Erik
Erik

Reputation: 2051

Vertx.io GET silently fails


I'm writing a POC using vertx, looking for alternatives when we have to migrate Spring Web from 4.x to 5 to be java 9 compliant. I've written a simple client, just a GET towards a publicly available server just to get something working but it silently fails me.

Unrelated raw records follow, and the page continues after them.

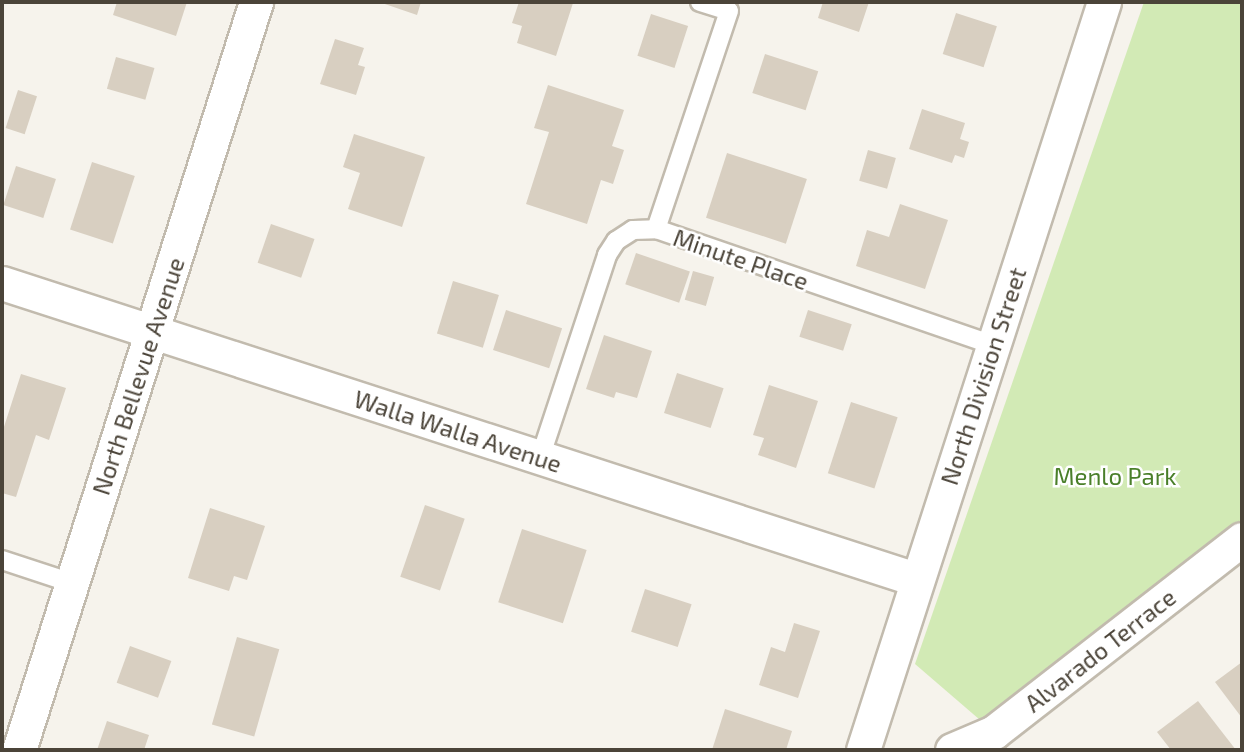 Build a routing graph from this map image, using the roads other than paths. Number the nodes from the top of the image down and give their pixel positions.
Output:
1 (256, 2) edge
2 (700, 2) edge
3 (1104, 2) edge
4 (656, 229) junction
5 (2, 283) edge
6 (152, 331) junction
7 (993, 345) junction
8 (540, 458) junction
9 (1242, 539) edge
10 (2, 560) edge
11 (915, 579) junction
12 (72, 583) junction
13 (19, 750) edge
14 (863, 750) edge
15 (951, 750) edge

1 - 6 street, North Bellevue Avenue
2 - 4 lane, Minute Place
3 - 7 street, North Division Street
4 - 7 lane, Minute Place
4 - 8 lane
5 - 6 street, Walla Walla Avenue
6 - 8 street, Walla Walla Avenue
6 - 12 street, North Bellevue Avenue
7 - 11 street, North Division Street
8 - 11 street, Walla Walla Avenue
9 - 15 street, Alvarado Terrace
10 - 12 lane
11 - 14 street, North Division Street
12 - 13 street, North Bellevue Avenue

    public List<String> pull() {

      Vertx vertx = Vertx.vertx();

      HttpClientOptions options = new HttpClientOptions().setLogActivity(true);
      HttpClient hc = vertx.createHttpClient(options);
      hc.getNow(80, "http://sunet.se", "/",r -> {
        System.out.println("\n****** Handler called! ***\n");
      });
      return new ArrayList<>();
  }

This will silently fail and I cannot understand why. As far as I can tell, I do exactly as in the examples given in the docs. In desperation I fired up wire shark and according to WS, there is no actual call (when I use the browser WS captures that). So, it seems my call is never actually done. I don't get any exceptions or anything. Setting the log level to debug gives nothing noteworthy other than

Failed to get SOMAXCONN from sysctl and file /proc/sys/net/core/somaxconn. Default: 128

And that should not fail the call. I've also tried using vertx.io WebClient but that fails also, in the same manner.
UPDATE
I've managed to get it to work but with a caveat.
As @tsegismont states in his answer, the protocol part of the URI shouldn't be there, that was not in the examples, I just missed it myself.
I ran my example as a stand-alone and then it worked.
My original example was run as a junit test (it's an easy way to test code and I usually try to write the test code first) and when it's run as a junit test it still doesn't work. Why that is, I have no idea. I would greatly appreciate if someone could tell me how to get that to work.

Upvotes: 1

Views: 1347

Answers (1)

tsegismont
tsegismont

Reputation: 9128

The getNow variant you use expects the server host, not a URL. It should be:

hc.getNow(80, "sunet.se", "/",r -> {
  System.out.println("\n****** Handler called! ***\n");
}

If you found a snippet like this in the Vert.x docs it's a bug. Would you mind to report it?

Now a few comments.

1/ The HttpClient is a low-level client.

Most users should prefer the Vert.x Web Client

Here's an example for your use case:

WebClient client = WebClient.create(vertx);

client
  .get(80, "sunet.se", "/")
  .send(ar -> {
    if (ar.succeeded()) {
      // Obtain response
      HttpResponse<Buffer> response = ar.result();
      System.out.println("Received response with status code" + response.statusCode());
    } else {
      System.out.println("Something went wrong " + ar.cause().getMessage());
    }
  });

2/ Create a single Vert.x and WebClient instance

Do not create a Vert.x and WebClient instance on every method call. It wastes resources and is inefficient.